The passive investor shown pays no management or advisory fee, identical to the index/benchmark. The active investor pays a management fee of .84% and advisory fees of 1.25%. Advisory fees include asset allocation and optimization, as well as quarterly re-balancing.
The passive investor receives the index risk/return, while the active investor does not. In our example, the active investor. instead received a lower return on a 3 and 5-year historical basis, and a greater return on a 10-year basis (a full market cycle) – after fees. Total risk (measured by Standard Deviation) was lower across the board. The combination of risk and return – the Sharpe Ratio– was superior across the board, for the active investor. The greatest contributor to this increase in Sharpe Ratio was substantially lower risk in each time period.

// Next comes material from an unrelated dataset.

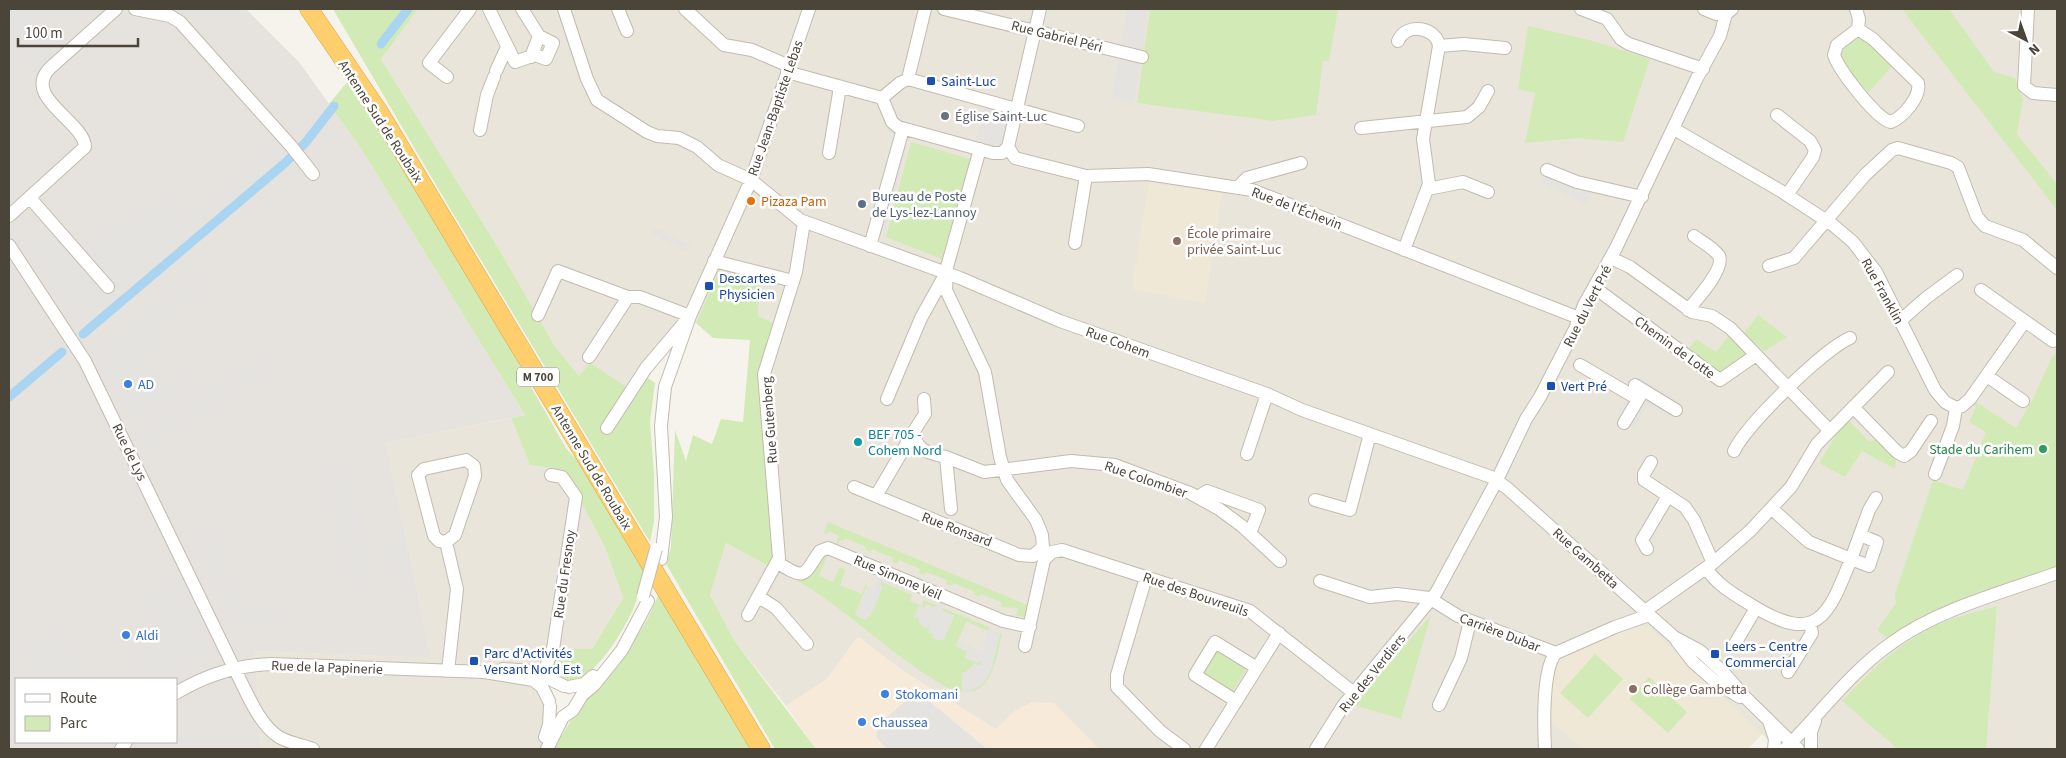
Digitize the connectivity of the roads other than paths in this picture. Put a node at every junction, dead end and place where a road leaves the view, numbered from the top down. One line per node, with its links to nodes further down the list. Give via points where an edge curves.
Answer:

In summary, the passive investor will be optimized in terms of what the market bears for risk and return – no better, no worse. The active investor can either 1) beat the index on returns, or 2) beat the index on risk-adjusted returns. If the advisory firm can achieve a superior Sharpe Ratio, their services should be seriously considered. If not, an indexed approach may be preferable. Either way, the portfolio plays a supporting role to a comprehensive plan – a plan dependent upon consistent investment results.